Note: old commands "-B#` and `--blocksize=#` remain supported,
to maintain compatibility with existing scripts.
---
 programs/benchzstd.h |  4 +--
 programs/zstd.1.md   | 18 ++++++------
 programs/zstdcli.c   | 66 +++++++++++++++++++++++++-------------------
 3 files changed, 49 insertions(+), 39 deletions(-)

diff --git a/programs/benchzstd.h b/programs/benchzstd.h
index 4fd0e5a8a..db4d72f9d 100644
--- a/programs/benchzstd.h
+++ b/programs/benchzstd.h
@@ -92,9 +92,9 @@ typedef enum {
 } BMK_mode_t;
 
 typedef struct {
-    BMK_mode_t mode;        /* 0: all, 1: compress only 2: decode only */
+    BMK_mode_t mode;        /* 0: both, 1: compress only 2: decode only */
     unsigned nbSeconds;     /* default timing is in nbSeconds */
-    size_t blockSize;       /* Maximum size of each block*/
+    size_t blockSize;       /* Maximum size of each independent chunk */
     size_t targetCBlockSize;/* Approximative size of compressed blocks */
     int nbWorkers;          /* multithreading */
     unsigned realTime;      /* real time priority */
diff --git a/programs/zstd.1.md b/programs/zstd.1.md
index e5c1b7fd2..3b7bc342a 100644
--- a/programs/zstd.1.md
+++ b/programs/zstd.1.md
@@ -113,7 +113,11 @@ the last one takes effect.
     Because the compressor's behavior highly depends on the content to compress, there's no guarantee of a smooth progression from one level to another.
 * `--ultra`:
     unlocks high compression levels 20+ (maximum 22), using a lot more memory.
-    Note that decompression will also require more memory when using these levels.
+    Decompression will also need more memory when using these levels.
+* `--max`:
+    set advanced parameters to reach maximum compression.

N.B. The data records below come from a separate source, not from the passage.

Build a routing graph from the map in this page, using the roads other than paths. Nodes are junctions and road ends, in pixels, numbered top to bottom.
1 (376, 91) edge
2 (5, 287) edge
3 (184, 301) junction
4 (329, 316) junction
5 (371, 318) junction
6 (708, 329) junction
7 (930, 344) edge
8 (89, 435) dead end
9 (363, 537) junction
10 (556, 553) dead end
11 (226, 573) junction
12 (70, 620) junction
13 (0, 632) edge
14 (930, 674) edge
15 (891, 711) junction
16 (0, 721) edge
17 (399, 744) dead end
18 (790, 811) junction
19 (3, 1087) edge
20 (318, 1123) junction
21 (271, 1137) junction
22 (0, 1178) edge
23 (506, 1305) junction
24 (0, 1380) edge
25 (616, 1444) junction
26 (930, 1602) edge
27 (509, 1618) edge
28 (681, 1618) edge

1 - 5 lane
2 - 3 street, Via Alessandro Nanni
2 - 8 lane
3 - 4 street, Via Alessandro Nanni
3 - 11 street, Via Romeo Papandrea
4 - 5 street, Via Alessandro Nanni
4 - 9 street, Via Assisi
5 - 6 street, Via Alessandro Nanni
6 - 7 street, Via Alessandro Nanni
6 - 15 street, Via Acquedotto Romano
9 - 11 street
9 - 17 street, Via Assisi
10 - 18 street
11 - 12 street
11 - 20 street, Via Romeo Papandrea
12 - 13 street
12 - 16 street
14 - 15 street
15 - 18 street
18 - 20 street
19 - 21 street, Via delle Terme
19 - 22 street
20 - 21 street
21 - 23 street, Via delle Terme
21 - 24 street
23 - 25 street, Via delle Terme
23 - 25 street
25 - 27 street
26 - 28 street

+    warning: this setting is very slow and uses a lot of resources.
+    It's inappropriate for 32-bit mode and therefore disabled in this mode.
 * `--fast[=#]`:
     switch to ultra-fast compression levels.
     If `=#` is not present, it defaults to `1`.
@@ -161,10 +165,6 @@ the last one takes effect.
 
     Note: If `windowLog` is set to larger than 27, `--long=windowLog` or
     `--memory=windowSize` needs to be passed to the decompressor.
-* `--max`:
-    set advanced parameters to maximum compression.
-    warning: this setting is very slow and uses a lot of resources.
-    It's inappropriate for 32-bit mode and therefore disabled in this mode.
 * `-D DICT`:
     use `DICT` as Dictionary to compress or decompress FILE(s)
 * `--patch-from FILE`:
@@ -554,8 +554,8 @@ Compression of small files similar to the sample set will be greatly improved.
     Use `#` compression level during training (optional).
     Will generate statistics more tuned for selected compression level,
     resulting in a _small_ compression ratio improvement for this level.
-* `-B#`:
-    Split input files into blocks of size # (default: no split)
+* `--split=#`:
+    Split input files into independent chunks of size # (default: no split)
 * `-M#`, `--memory=#`:
     Limit the amount of sample data loaded for training (default: 2 GB).
     Note that the default (2 GB) is also the maximum.
@@ -683,8 +683,8 @@ Benchmarking will employ `max(1, min(4, nbCores/4))` worker threads by default i
     benchmark decompression speed only (requires providing a zstd-compressed content)
 * `-i#`:
     minimum evaluation time, in seconds (default: 3s), benchmark mode only
-* `-B#`, `--block-size=#`:
-    cut file(s) into independent chunks of size # (default: no chunking)
+* `--split=#`:
+    split input file(s) into independent chunks of size # (default: no chunking)
 * `-S`:
     output one benchmark result per input file (default: consolidated result)
 * `-D dictionary`
diff --git a/programs/zstdcli.c b/programs/zstdcli.c
index 83d9b881e..38d00225f 100644
--- a/programs/zstdcli.c
+++ b/programs/zstdcli.c
@@ -307,7 +307,7 @@ static void usageAdvanced(const char* programName)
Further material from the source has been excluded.